Somehow in which I don’t quite understand that Holmes and Watson tracked down Joey Daly, an actor who dressed as the old woman who visited them the night before. He was bet the by the murderer that he couldn’t dress as an old woman to fool anyone. To prove he could, he was told to get the ring from the ad. Meanwhile, Stangerson is murdered. Lestrade nearly catches the murderer in the act. Two pills are left behind but Stangerson is stabbed with the word RACHE in blood on the wall above him.

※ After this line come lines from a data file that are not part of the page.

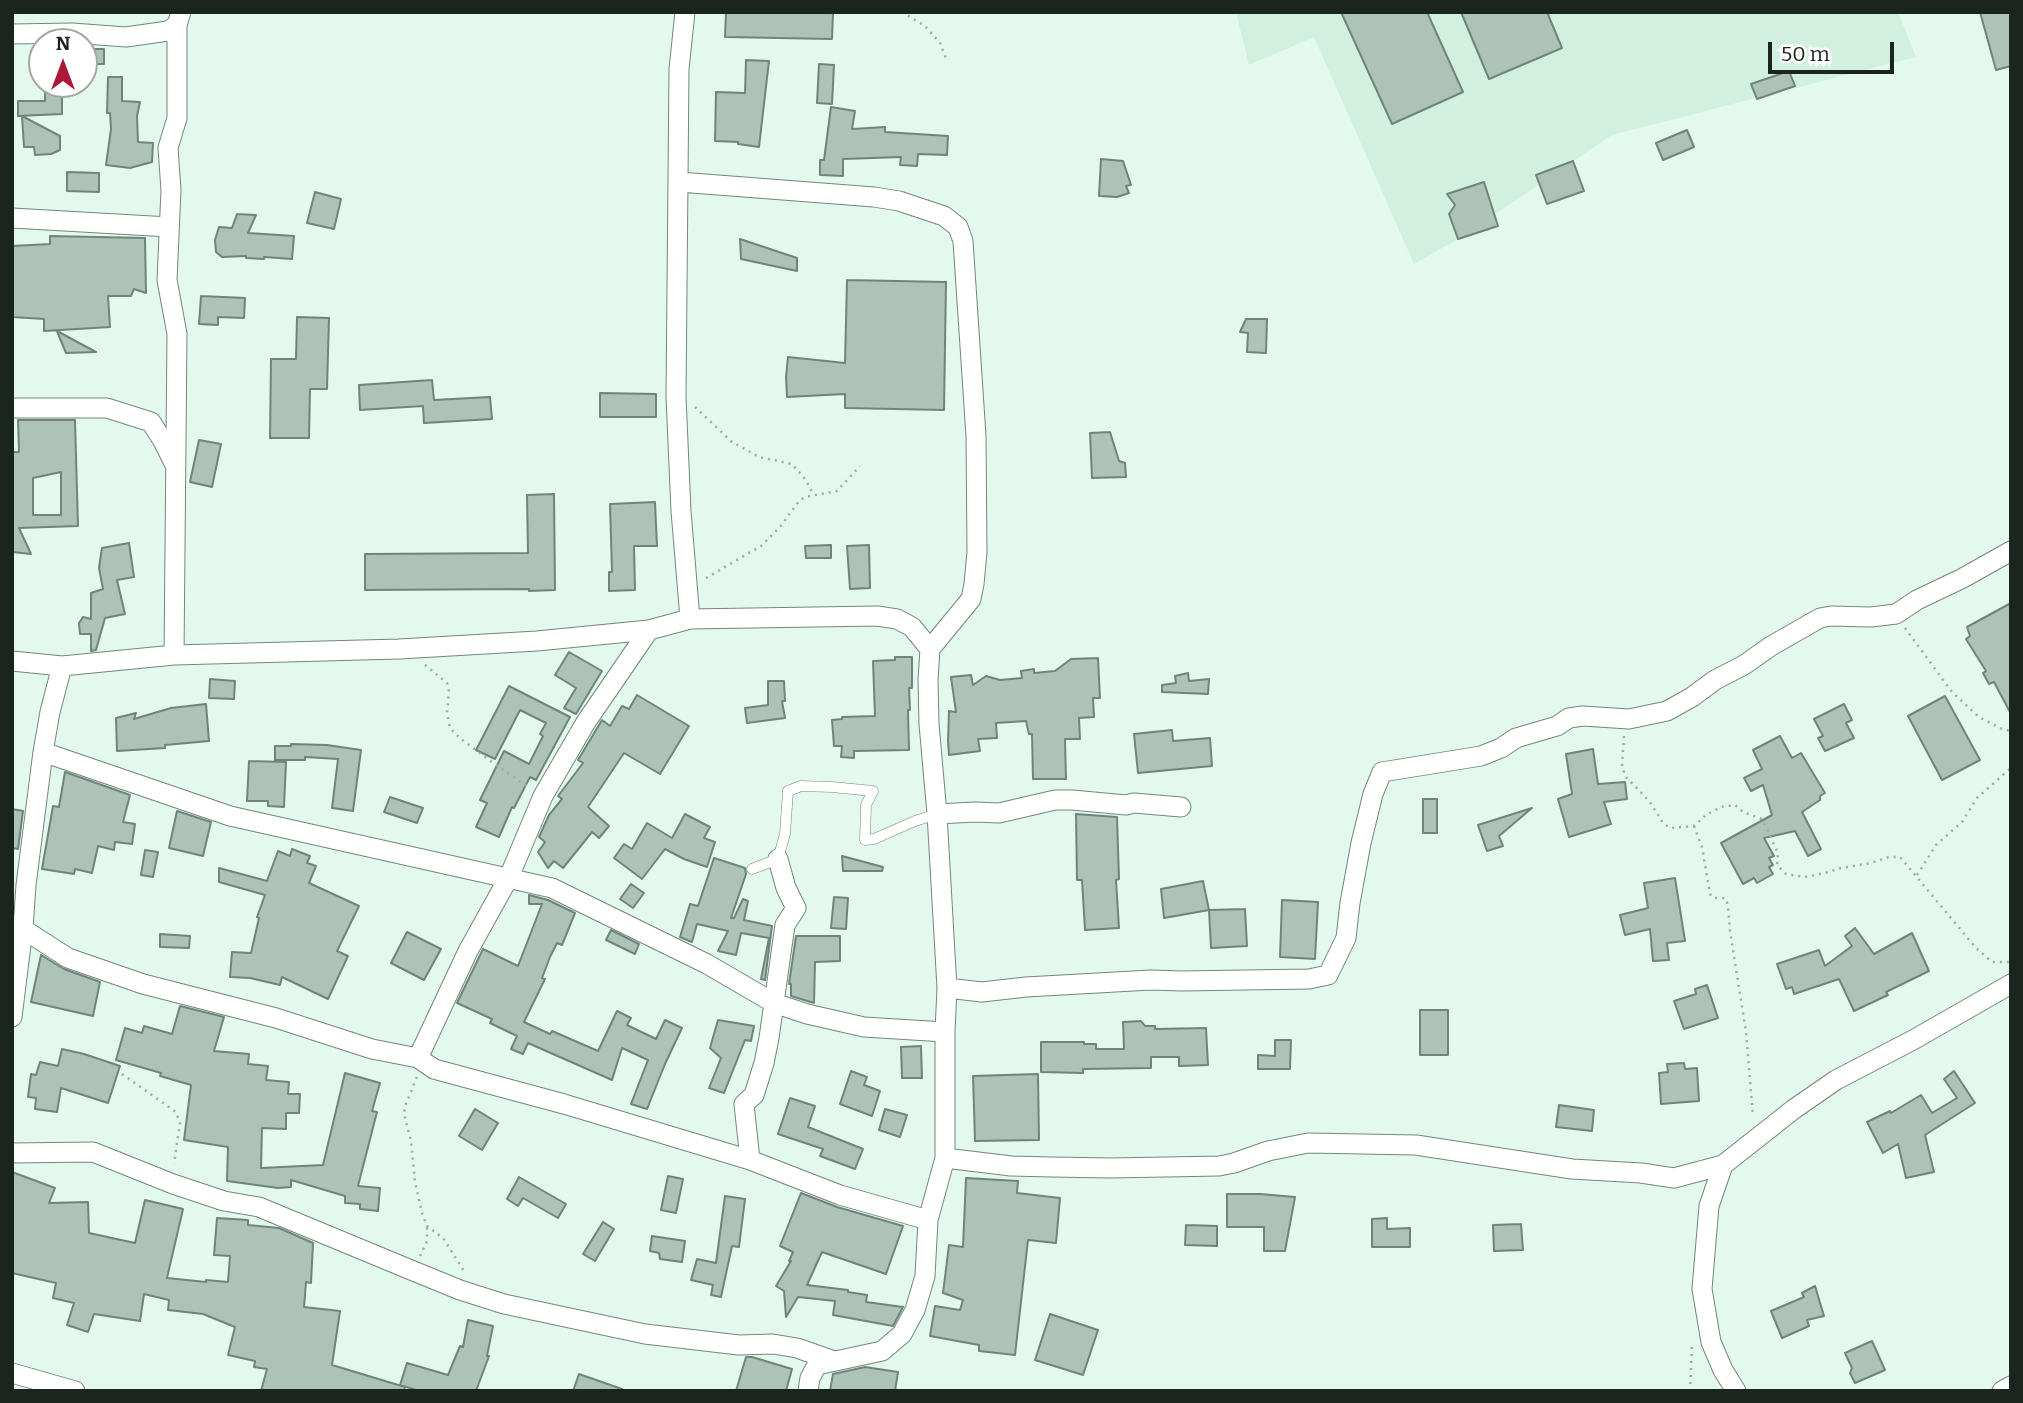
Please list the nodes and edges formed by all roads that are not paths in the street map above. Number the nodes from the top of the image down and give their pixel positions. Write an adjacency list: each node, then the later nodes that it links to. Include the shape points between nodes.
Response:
1 (685, 12): 4 (street, via 679,69)
2 (179, 19): 3 (street, via 169,30 126,37); 6 (street, via 177,118 168,148)
3 (12, 34)
4 (679, 182): 12 (street, via 676,382); 14 (street, via 900,201 944,216 958,227 976,436 977,552 971,599)
5 (12, 218): 6 (street)
6 (169, 227): 7 (street, via 166,280 177,334)
7 (177, 397): 9 (street, via 167,412); 10 (street)
8 (12, 408): 9 (street, via 107,408)
9 (151, 422): 10 (street)
10 (176, 467): 15 (street)
11 (2011, 551): 26 (street, via 1896,614 1820,618 1667,711 1629,719 1569,718 1481,756 1382,772 1361,842 1346,938 1328,975 1286,980 1151,980 982,992)
12 (690, 619): 13 (street); 14 (street, via 877,615 912,627)
13 (649, 630): 15 (street, via 399,649); 23 (street, via 586,722 543,796)
14 (930, 649): 20 (street, via 929,724)
15 (174, 655): 17 (street)
16 (12, 660): 17 (street)
17 (62, 666): 18 (street)
18 (43, 752): 23 (street, via 230,816); 24 (street)
19 (1181, 807): 20 (street, via 1055,800 999,813)
20 (937, 814): 21 (lane, via 865,840 866,805 873,791 801,786 788,791); 26 (street)
21 (778, 859): 22 (lane); 27 (street, via 796,908 785,925)
22 (752, 869)
23 (509, 877): 27 (street, via 552,888 707,964); 30 (street, via 468,951)
24 (18, 927): 28 (street); 30 (street, via 68,958 143,984)
25 (2011, 984): 34 (street, via 1836,1080)
26 (947, 988): 29 (street)
27 (774, 1003): 29 (street, via 864,1027); 33 (street, via 764,1063 754,1095 744,1104)
28 (12, 1017)
29 (945, 1032): 32 (street)
30 (421, 1060): 33 (street, via 434,1069)
31 (12, 1153): 36 (street, via 93,1152 224,1201 259,1207 504,1304 645,1334 797,1348)
32 (945, 1158): 34 (street, via 1075,1168 1219,1166 1268,1151 1325,1143 1416,1145 1572,1169 1674,1178); 35 (street)
33 (750, 1160): 35 (street, via 840,1195)
34 (1723, 1165): 41 (street, via 1709,1206 1702,1289 1711,1342)
35 (928, 1220): 36 (street, via 925,1276 902,1334 882,1351)
36 (835, 1361): 40 (street, via 817,1365)
37 (12, 1373): 39 (street)
38 (2011, 1386): 42 (street)
39 (75, 1391)
40 (808, 1391)
41 (1736, 1391)
42 (2003, 1391)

Holmes is also getting important news as he received a telegram that gives us the identity of the murderer. Holmes and Watson receive a visit from a beaten down Gregson and Lestrade as their case has fallen apart. Obviously Arthur was not the murderer. They once again need Holmes’ help. Once he finds out that the two officers have found pills in Stangerson’s room, Holmes immediately takes them and begins a series of tests.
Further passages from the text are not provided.